- **Requirement**
Present the data once more in exactly its original form.

- **Stored items**
=== Begin Enclosure ===

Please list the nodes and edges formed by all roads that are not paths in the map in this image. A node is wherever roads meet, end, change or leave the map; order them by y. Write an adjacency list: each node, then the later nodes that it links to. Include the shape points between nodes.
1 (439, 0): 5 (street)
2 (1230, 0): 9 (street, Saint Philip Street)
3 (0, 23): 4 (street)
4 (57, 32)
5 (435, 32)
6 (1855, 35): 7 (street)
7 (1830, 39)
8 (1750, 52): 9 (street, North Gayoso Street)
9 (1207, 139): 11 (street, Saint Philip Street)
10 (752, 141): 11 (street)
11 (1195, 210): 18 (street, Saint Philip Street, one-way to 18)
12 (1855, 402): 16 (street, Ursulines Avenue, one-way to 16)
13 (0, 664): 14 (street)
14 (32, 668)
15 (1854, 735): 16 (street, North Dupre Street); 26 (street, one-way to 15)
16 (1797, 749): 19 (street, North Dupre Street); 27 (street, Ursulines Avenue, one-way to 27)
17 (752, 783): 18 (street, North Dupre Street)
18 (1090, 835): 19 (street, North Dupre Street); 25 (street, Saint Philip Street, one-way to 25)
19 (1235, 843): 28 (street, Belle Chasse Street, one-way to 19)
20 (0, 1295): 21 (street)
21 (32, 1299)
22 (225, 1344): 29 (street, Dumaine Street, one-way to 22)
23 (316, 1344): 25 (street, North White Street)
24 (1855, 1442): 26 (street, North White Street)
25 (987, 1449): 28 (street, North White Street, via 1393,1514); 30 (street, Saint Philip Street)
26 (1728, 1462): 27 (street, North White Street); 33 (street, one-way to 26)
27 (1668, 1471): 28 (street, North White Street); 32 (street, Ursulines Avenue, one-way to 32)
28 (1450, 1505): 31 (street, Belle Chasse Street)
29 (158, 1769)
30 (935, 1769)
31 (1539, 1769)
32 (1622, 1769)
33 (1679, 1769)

=== End Enclosure ===

- **Written reply**
Please list the nodes and edges formed by all roads that are not paths in the map in this image. A node is wherever roads meet, end, change or leave the map; order them by y. Write an adjacency list: each node, then the later nodes that it links to. Include the shape points between nodes.
1 (439, 0): 5 (street)
2 (1230, 0): 9 (street, Saint Philip Street)
3 (0, 23): 4 (street)
4 (57, 32)
5 (435, 32)
6 (1855, 35): 7 (street)
7 (1830, 39)
8 (1750, 52): 9 (street, North Gayoso Street)
9 (1207, 139): 11 (street, Saint Philip Street)
10 (752, 141): 11 (street)
11 (1195, 210): 18 (street, Saint Philip Street, one-way to 18)
12 (1855, 402): 16 (street, Ursulines Avenue, one-way to 16)
13 (0, 664): 14 (street)
14 (32, 668)
15 (1854, 735): 16 (street, North Dupre Street); 26 (street, one-way to 15)
16 (1797, 749): 19 (street, North Dupre Street); 27 (street, Ursulines Avenue, one-way to 27)
17 (752, 783): 18 (street, North Dupre Street)
18 (1090, 835): 19 (street, North Dupre Street); 25 (street, Saint Philip Street, one-way to 25)
19 (1235, 843): 28 (street, Belle Chasse Street, one-way to 19)
20 (0, 1295): 21 (street)
21 (32, 1299)
22 (225, 1344): 29 (street, Dumaine Street, one-way to 22)
23 (316, 1344): 25 (street, North White Street)
24 (1855, 1442): 26 (street, North White Street)
25 (987, 1449): 28 (street, North White Street, via 1393,1514); 30 (street, Saint Philip Street)
26 (1728, 1462): 27 (street, North White Street); 33 (street, one-way to 26)
27 (1668, 1471): 28 (street, North White Street); 32 (street, Ursulines Avenue, one-way to 32)
28 (1450, 1505): 31 (street, Belle Chasse Street)
29 (158, 1769)
30 (935, 1769)
31 (1539, 1769)
32 (1622, 1769)
33 (1679, 1769)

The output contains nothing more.